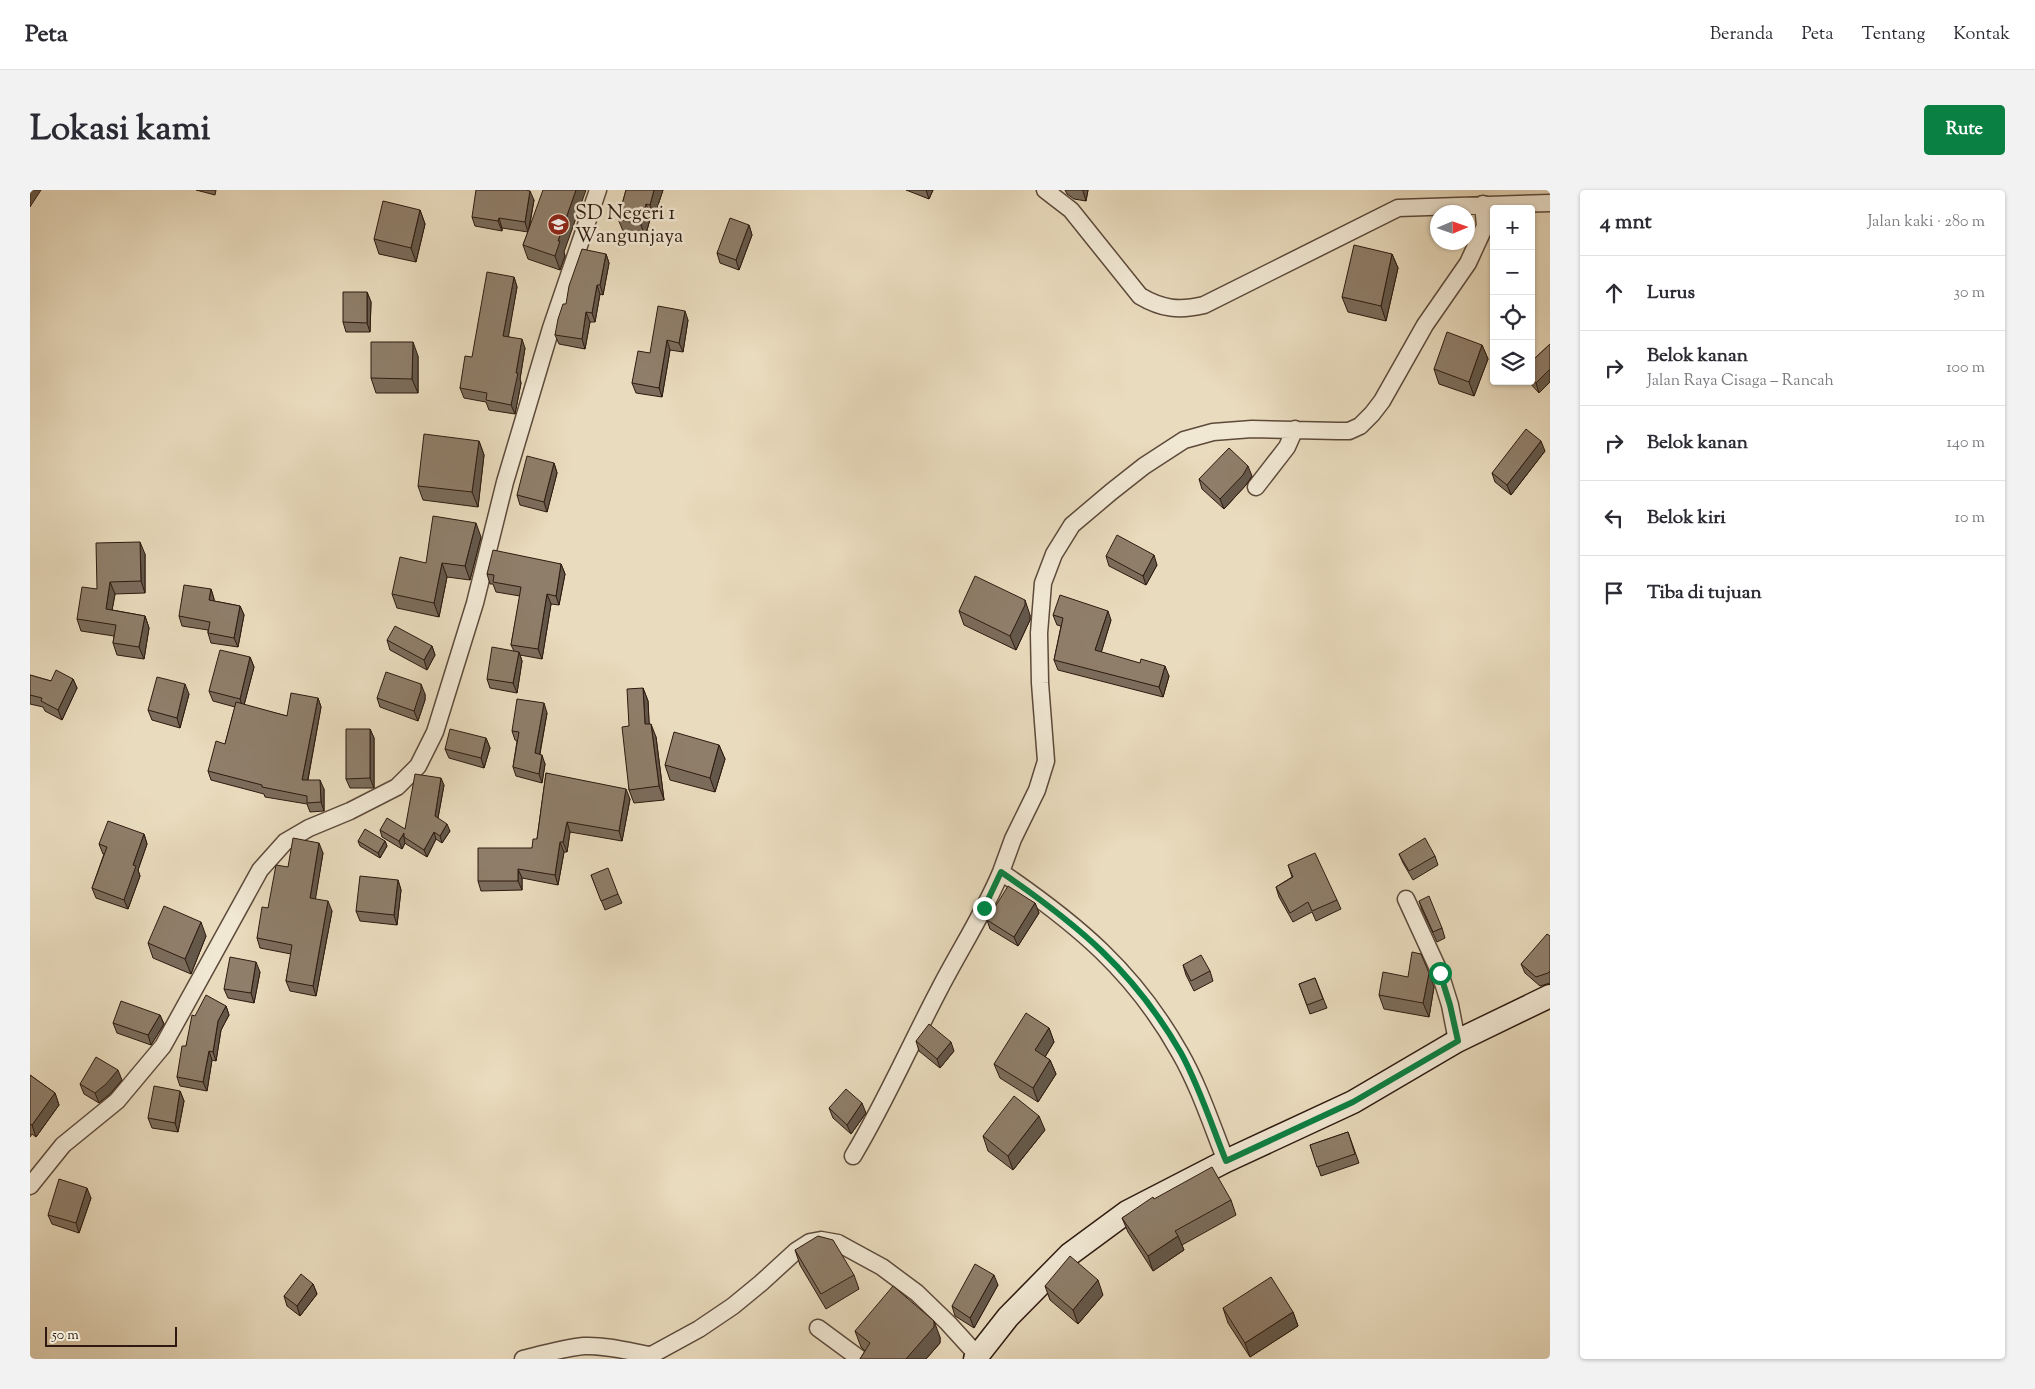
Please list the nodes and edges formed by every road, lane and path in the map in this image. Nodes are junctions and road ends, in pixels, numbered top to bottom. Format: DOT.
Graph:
graph roads {
  1 [pos="598,190"];
  2 [pos="1045,190"];
  3 [pos="1550,203"];
  4 [pos="1483,204"];
  5 [pos="1295,429"];
  6 [pos="1256,488"];
  7 [pos="1001,872"];
  8 [pos="1406,899"];
  9 [pos="1550,996"];
  10 [pos="1458,1041"];
  11 [pos="853,1156"];
  12 [pos="1226,1161"];
  13 [pos="30,1186"];
  14 [pos="818,1328"];
  15 [pos="647,1357"];
  16 [pos="976,1357"];
  17 [pos="524,1359"];
  18 [pos="860,1359"];
  1 -- 13 [label="street"];
  2 -- 4 [label="street"];
  3 -- 4 [label="street"];
  4 -- 5 [label="street"];
  5 -- 6 [label="street"];
  5 -- 7 [label="street"];
  7 -- 11 [label="street"];
  7 -- 12 [label="street"];
  8 -- 10 [label="street"];
  9 -- 10 [label="main road"];
  10 -- 12 [label="main road"];
  12 -- 16 [label="main road"];
  14 -- 18 [label="street"];
  15 -- 16 [label="street"];
  15 -- 17 [label="street"];
}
:::
Problem statement: Your reply is the full set of entries reproduced exactly, with images omitted.

The completed task:
Please list the nodes and edges formed by every road, lane and path in the map in this image. Nodes are junctions and road ends, in pixels, numbered top to bottom. Format: DOT.
Graph:
graph roads {
  1 [pos="598,190"];
  2 [pos="1045,190"];
  3 [pos="1550,203"];
  4 [pos="1483,204"];
  5 [pos="1295,429"];
  6 [pos="1256,488"];
  7 [pos="1001,872"];
  8 [pos="1406,899"];
  9 [pos="1550,996"];
  10 [pos="1458,1041"];
  11 [pos="853,1156"];
  12 [pos="1226,1161"];
  13 [pos="30,1186"];
  14 [pos="818,1328"];
  15 [pos="647,1357"];
  16 [pos="976,1357"];
  17 [pos="524,1359"];
  18 [pos="860,1359"];
  1 -- 13 [label="street"];
  2 -- 4 [label="street"];
  3 -- 4 [label="street"];
  4 -- 5 [label="street"];
  5 -- 6 [label="street"];
  5 -- 7 [label="street"];
  7 -- 11 [label="street"];
  7 -- 12 [label="street"];
  8 -- 10 [label="street"];
  9 -- 10 [label="main road"];
  10 -- 12 [label="main road"];
  12 -- 16 [label="main road"];
  14 -- 18 [label="street"];
  15 -- 16 [label="street"];
  15 -- 17 [label="street"];
}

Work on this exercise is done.